## WHAT IS NEEDED
If a line in the listing below has the string "Lakewood", copy it out.

Start of TASK INPUTS

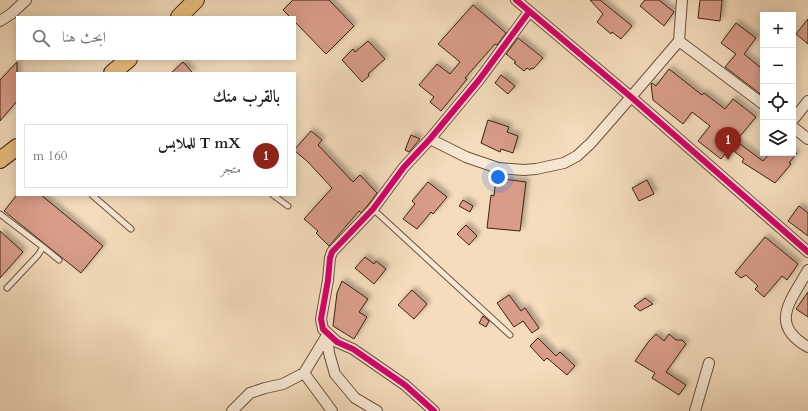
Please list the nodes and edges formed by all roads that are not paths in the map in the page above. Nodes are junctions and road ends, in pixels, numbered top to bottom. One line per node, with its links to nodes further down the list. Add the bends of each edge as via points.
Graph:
1 (26, 0): 7 (street)
2 (196, 0): 6 (main road)
3 (516, 0): 5 (street)
4 (682, 0): 8 (street)
5 (529, 12): 11 (street); 16 (street, via 479,80)
6 (180, 16)
7 (0, 20)
8 (679, 41): 11 (street); 13 (street)
9 (128, 60): 10 (main road)
10 (114, 72)
11 (632, 97): 16 (street, via 577,156 548,167 524,170 498,168 466,157); 27 (street)
12 (808, 101): 14 (street)
13 (760, 102)
14 (796, 116)
15 (796, 129): 17 (street)
16 (430, 139): 23 (street, via 404,167)
17 (808, 139)
18 (16, 148): 19 (main road)
19 (0, 160)
20 (93, 196): 25 (lane)
21 (275, 196): 22 (lane)
22 (288, 206)
23 (373, 209): 31 (street, via 332,252 321,319); 32 (lane)
24 (0, 214): 26 (lane)
25 (131, 229)
26 (43, 247): 28 (lane); 30 (lane)
27 (808, 252)
28 (59, 260)
29 (808, 270): 33 (street, via 788,307 785,319 788,330 797,341)
30 (7, 288)
31 (327, 335): 35 (street); 38 (street, via 335,374 355,398); 39 (street, via 353,349 405,385)
32 (510, 335)
33 (808, 347)
34 (709, 363): 40 (street)
35 (304, 373): 36 (street, via 283,384 250,393); 37 (street)
36 (232, 411)
37 (332, 411)
38 (377, 411)
39 (434, 411)
40 (695, 411)

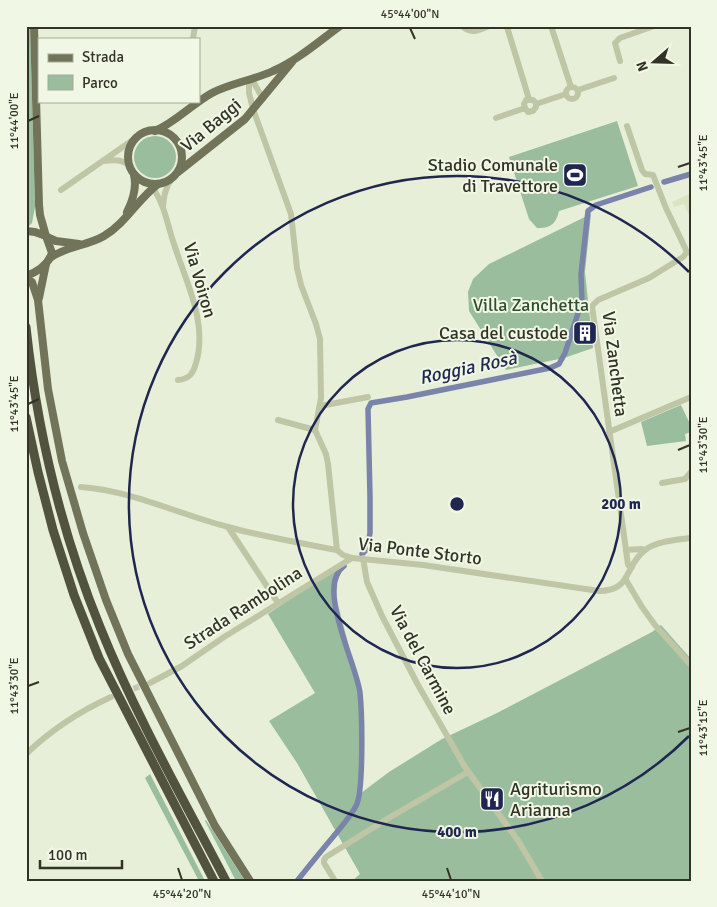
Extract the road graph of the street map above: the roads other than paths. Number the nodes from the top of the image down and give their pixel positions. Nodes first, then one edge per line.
1 (34, 26) edge
2 (340, 26) edge
3 (462, 26) edge
4 (489, 26) edge
5 (551, 26) edge
6 (654, 26) edge
7 (505, 27) edge
8 (293, 61) junction
9 (620, 62) dead end
10 (614, 78) dead end
11 (249, 81) junction
12 (571, 87) junction
13 (578, 90) junction
14 (566, 94) junction
15 (200, 99) edge
16 (263, 99) junction
17 (529, 99) junction
18 (190, 104) edge
19 (536, 104) junction
20 (525, 108) junction
21 (253, 110) junction
22 (496, 118) dead end
23 (627, 126) dead end
24 (155, 131) junction
25 (137, 137) junction
26 (103, 161) junction
27 (131, 170) junction
28 (174, 175) junction
29 (153, 185) junction
30 (61, 190) dead end
31 (144, 197) junction
32 (158, 198) junction
33 (39, 205) junction
34 (162, 208) junction
35 (121, 222) junction
36 (27, 231) edge
37 (47, 237) junction
38 (81, 245) junction
39 (689, 252) edge
40 (48, 261) junction
41 (28, 277) edge
42 (38, 300) junction
43 (26, 327) edge
44 (178, 380) dead end
45 (368, 397) dead end
46 (691, 397) edge
47 (320, 406) junction
48 (26, 417) edge
49 (278, 420) dead end
50 (314, 430) junction
51 (609, 432) junction
52 (691, 472) edge
53 (662, 482) dead end
54 (81, 487) dead end
55 (228, 527) junction
56 (691, 538) edge
57 (337, 550) junction
58 (626, 550) junction
59 (644, 550) junction
60 (352, 558) junction
61 (364, 558) junction
62 (632, 567) junction
63 (626, 580) junction
64 (278, 603) junction
65 (112, 656) junction
66 (691, 665) edge
67 (150, 683) tunnel mouth
68 (111, 697) dead end
69 (26, 754) edge
70 (468, 772) junction
71 (214, 881) edge
72 (226, 881) edge
73 (231, 881) edge
74 (250, 881) edge
75 (335, 881) edge
76 (542, 881) edge

1 - 33 main road
2 - 8 main road, Via Baggi
3 - 4 street
5 - 12 street
6 - 9 street
7 - 17 street
8 - 11 main road, Via Baggi
8 - 16 main road, Via Baggi
10 - 13 street
11 - 15 main road, Via Baggi
11 - 16 street, Via Baggi
11 - 21 street
12 - 13 street
12 - 14 street
13 - 14 street
14 - 19 street
16 - 21 main road, Via Baggi
17 - 19 street
17 - 20 street
18 - 24 main road, Via Baggi
19 - 20 street
20 - 22 street
21 - 28 main road, Via Baggi
21 - 47 street
23 - 39 street
24 - 25 main road, Via Baggi
24 - 28 main road, Via Baggi
25 - 26 street, Via Baggi
25 - 27 main road, Via Baggi
26 - 27 street
26 - 30 street, Via Baggi
27 - 29 main road
27 - 35 main road, Via Baggi
28 - 29 main road, Via Baggi
28 - 34 street
29 - 31 main road, Via Baggi
29 - 32 street, Via Voiron
31 - 32 street
31 - 35 main road, Via Baggi
32 - 34 street, Via Voiron
33 - 36 main road
33 - 37 main road
34 - 44 street, Via Voiron
35 - 38 main road, Via Baggi
36 - 37 main road
37 - 38 main road
37 - 40 main road
38 - 40 main road, Via Baggi
39 - 51 street, Via Zanchetta
40 - 41 main road, Via Baggi
40 - 42 main road
41 - 42 main road
42 - 74 main road
43 - 65 highway
45 - 47 street
46 - 51 street
47 - 50 street
48 - 71 highway
49 - 50 street
50 - 57 street
51 - 58 street, Via Zanchetta
52 - 53 street
54 - 55 street, Via Ponte Storto
55 - 57 street, Via Ponte Storto
55 - 64 street
56 - 59 street
57 - 60 street, Via Ponte Storto
58 - 59 street
58 - 62 street, Via Zanchetta
59 - 62 street
60 - 61 street, Via Ponte Storto
60 - 64 street, Strada Rambolina
61 - 63 street, Via Ponte Storto
61 - 70 street, Via del Carmine
62 - 63 street
63 - 66 street
64 - 67 street, Strada Rambolina
65 - 72 highway
65 - 73 highway
68 - 69 street
70 - 75 street
70 - 76 street, Via del Carmine

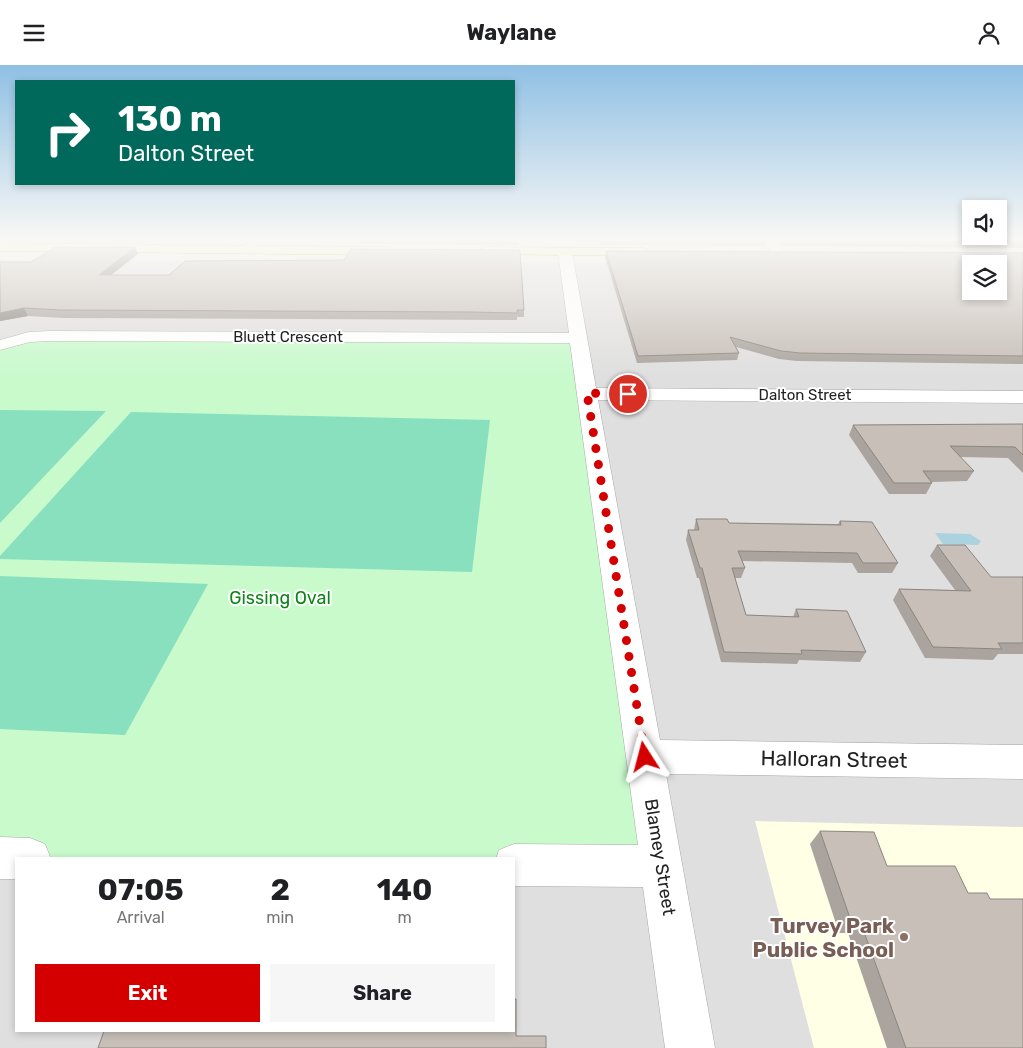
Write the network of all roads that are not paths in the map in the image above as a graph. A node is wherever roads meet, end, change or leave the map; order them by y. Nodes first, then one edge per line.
1 (570, 284) edge
2 (578, 338) junction
3 (0, 345) edge
4 (587, 393) junction
5 (1023, 397) edge
6 (645, 757) junction
7 (1023, 762) edge
8 (0, 858) edge
9 (15, 858) edge
10 (515, 865) edge
11 (661, 866) junction
12 (690, 1048) edge

1 - 2 street, Blamey Street
2 - 3 street, Bluett Crescent
2 - 4 street, Blamey Street
4 - 5 street, Dalton Street
4 - 6 street, Blamey Street
6 - 7 street, Halloran Street
6 - 11 street, Blamey Street
8 - 9 street
10 - 11 street
11 - 12 street, Blamey Street

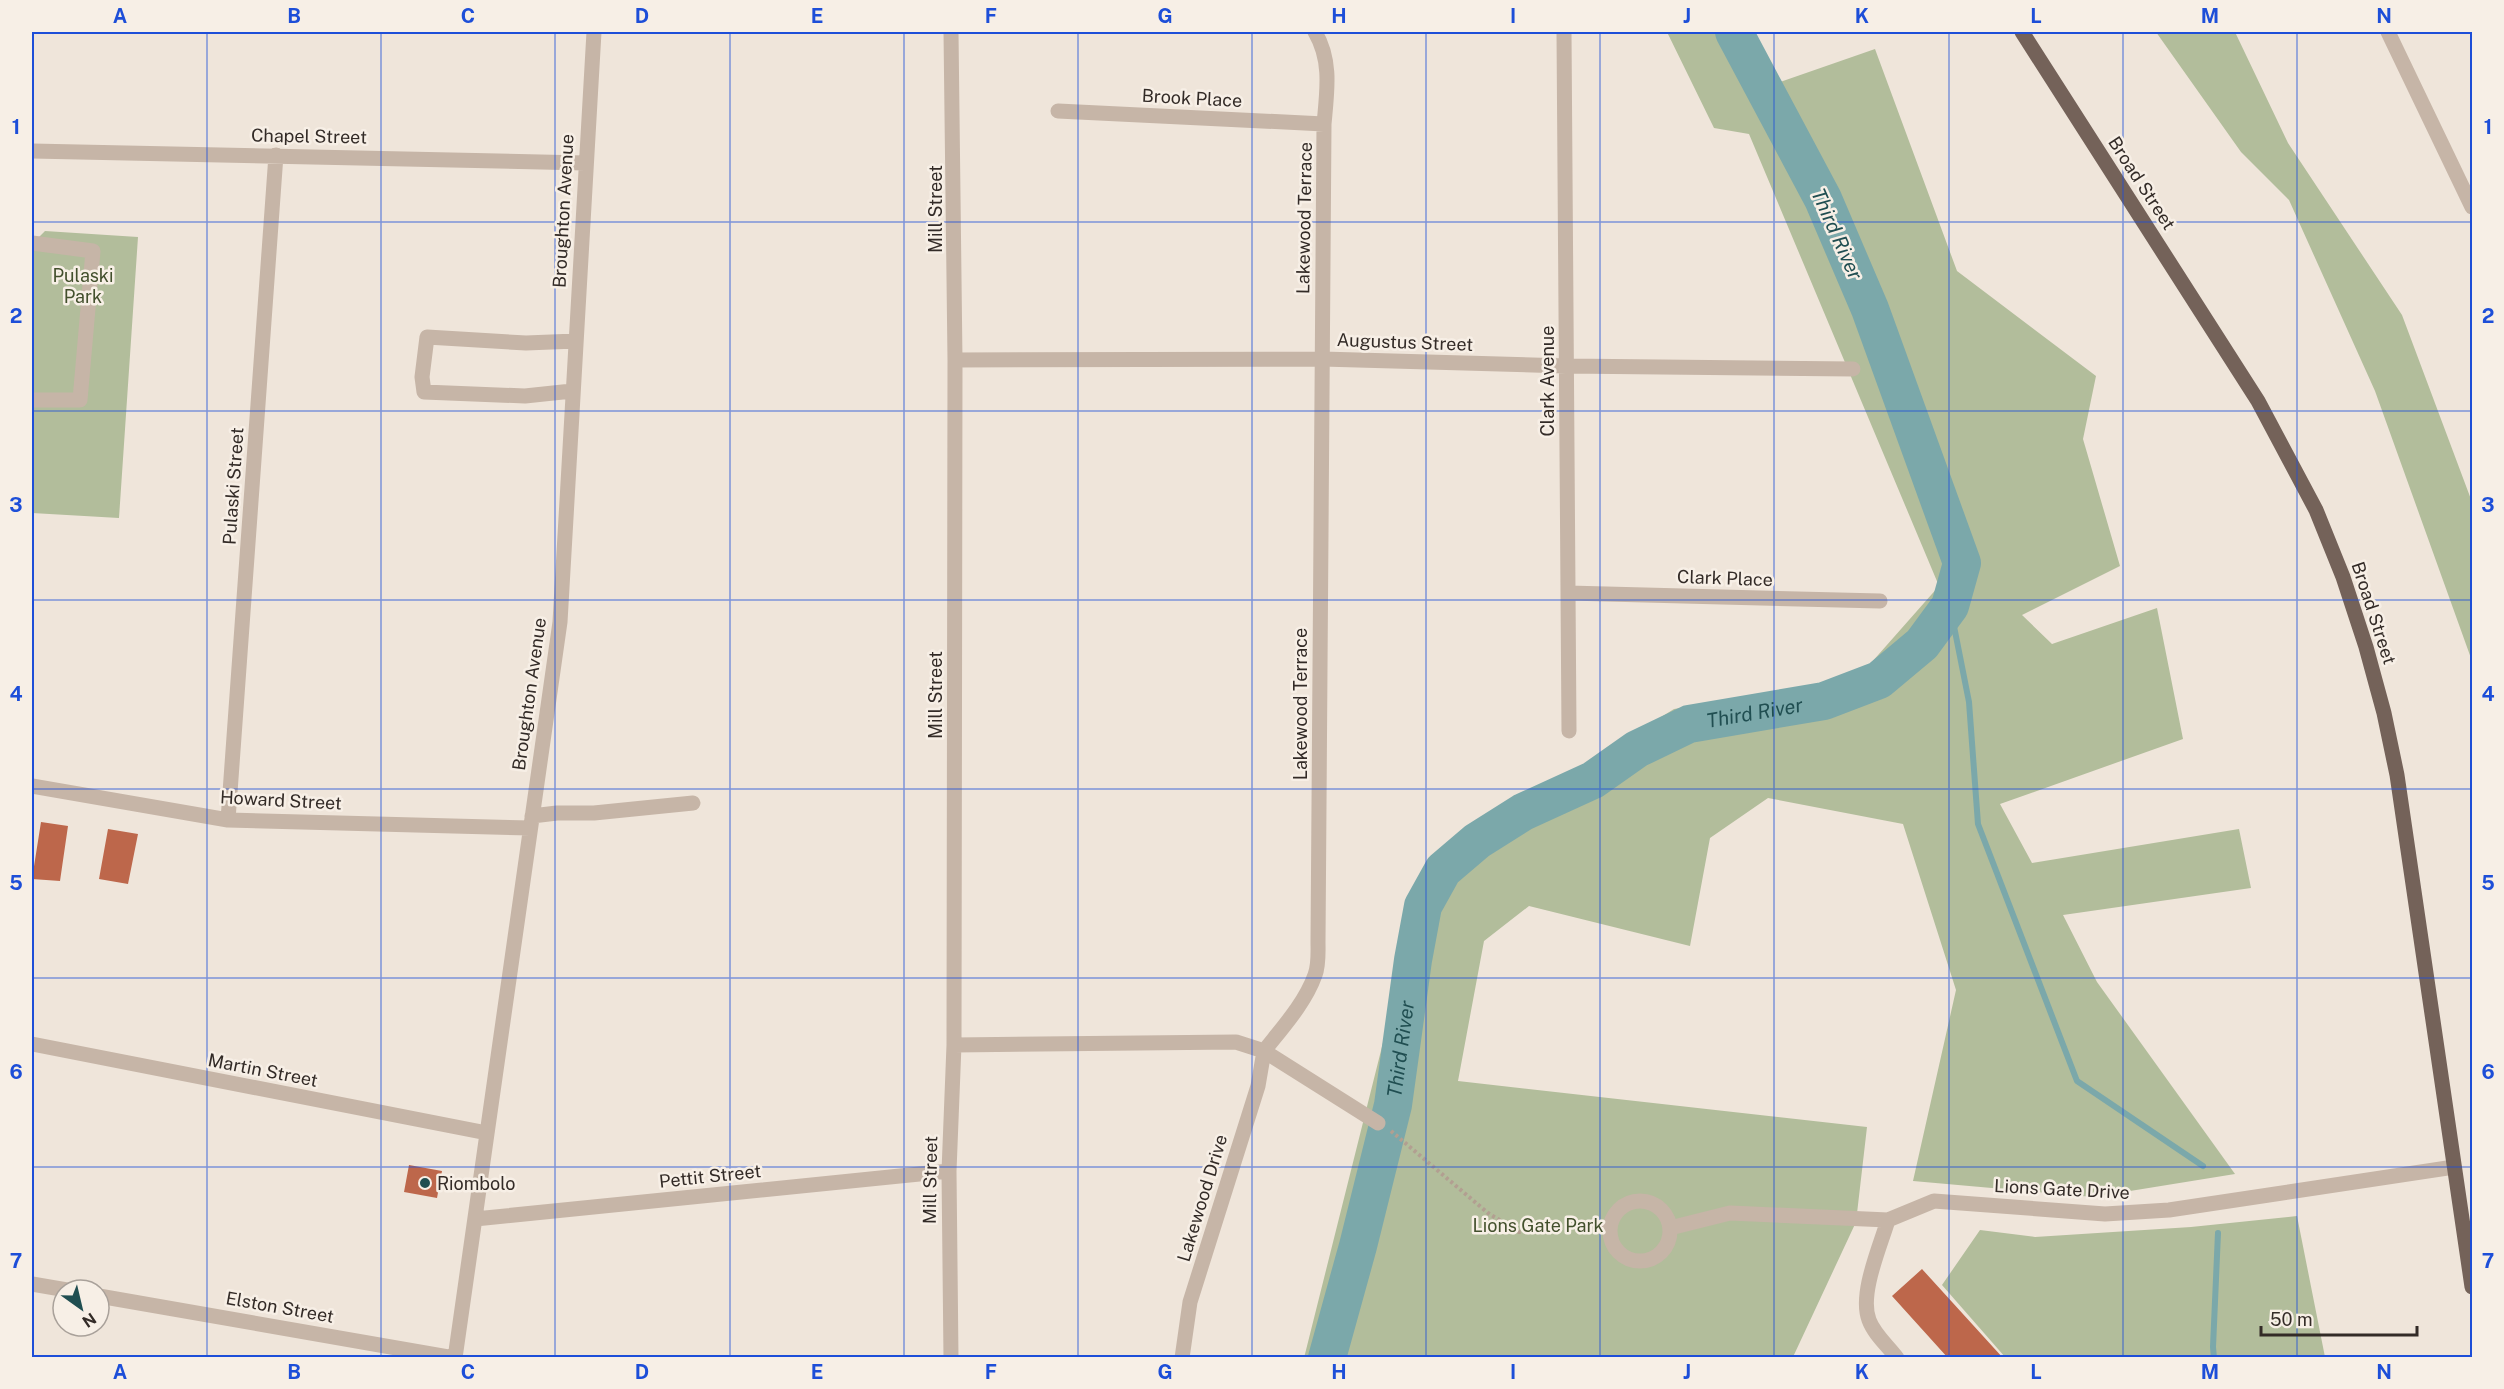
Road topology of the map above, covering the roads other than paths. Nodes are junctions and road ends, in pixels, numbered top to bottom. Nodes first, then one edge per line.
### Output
1 (594, 32) edge
2 (951, 32) edge
3 (1315, 32) edge
4 (1564, 32) edge
5 (2022, 32) edge
6 (2388, 32) edge
7 (1058, 111) dead end
8 (1324, 123) junction
9 (32, 151) edge
10 (276, 155) junction
11 (585, 163) junction
12 (2472, 207) edge
13 (37, 243) edge
14 (576, 340) junction
15 (1322, 359) junction
16 (955, 360) junction
17 (1566, 366) junction
18 (1853, 369) dead end
19 (572, 391) junction
20 (32, 400) edge
21 (1568, 593) junction
22 (1880, 601) dead end
23 (1569, 731) dead end
24 (32, 786) edge
25 (693, 803) dead end
26 (228, 820) junction
27 (531, 822) junction
28 (32, 1044) edge
29 (954, 1045) junction
30 (1264, 1051) junction
31 (1378, 1123) dead end
32 (487, 1133) junction
33 (2454, 1167) junction
34 (948, 1171) junction
35 (475, 1219) junction
36 (1888, 1220) junction
37 (1670, 1228) junction
38 (32, 1284) edge
39 (51, 1287) edge
40 (2472, 1287) edge
41 (111, 1298) edge
42 (454, 1358) edge
43 (951, 1358) edge
44 (1182, 1358) edge
45 (1897, 1358) edge

1 - 11 street, Broughton Avenue
2 - 16 street, Mill Street
3 - 8 street, Lakewood Terrace
4 - 17 street, Clark Avenue
5 - 33 main road, Broad Street
6 - 12 street
7 - 8 street, Brook Place
8 - 15 street, Lakewood Terrace
9 - 10 street, Chapel Street
10 - 11 street, Chapel Street
10 - 26 street, Pulaski Street
11 - 14 street, Broughton Avenue
13 - 20 street
14 - 19 street, Broughton Avenue
14 - 19 street
15 - 16 street, Augustus Street
15 - 17 street, Augustus Street
15 - 30 street, Lakewood Terrace
16 - 29 street, Mill Street
17 - 18 street, Augustus Street
17 - 21 street, Clark Avenue
19 - 27 street, Broughton Avenue
21 - 22 street, Clark Place
21 - 23 street, Clark Avenue
24 - 26 street, Howard Street
25 - 27 street, Howard Street
26 - 27 street, Howard Street
27 - 32 street, Broughton Avenue
28 - 32 street, Martin Street
29 - 30 street
29 - 34 street, Mill Street
30 - 31 street
30 - 44 street, Lakewood Drive
32 - 35 street, Broughton Avenue
33 - 36 street, Lions Gate Drive
33 - 40 main road, Broad Street
34 - 35 street, Pettit Street
34 - 43 street, Mill Street
35 - 42 street, Broughton Avenue
36 - 37 street, Lions Gate Drive
36 - 45 street
37 - 37 street
38 - 39 street
41 - 42 street, Elston Street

End of TASK INPUTS

## EXERCISE ANSWER
3 - 8 street, Lakewood Terrace
8 - 15 street, Lakewood Terrace
15 - 30 street, Lakewood Terrace
30 - 44 street, Lakewood Drive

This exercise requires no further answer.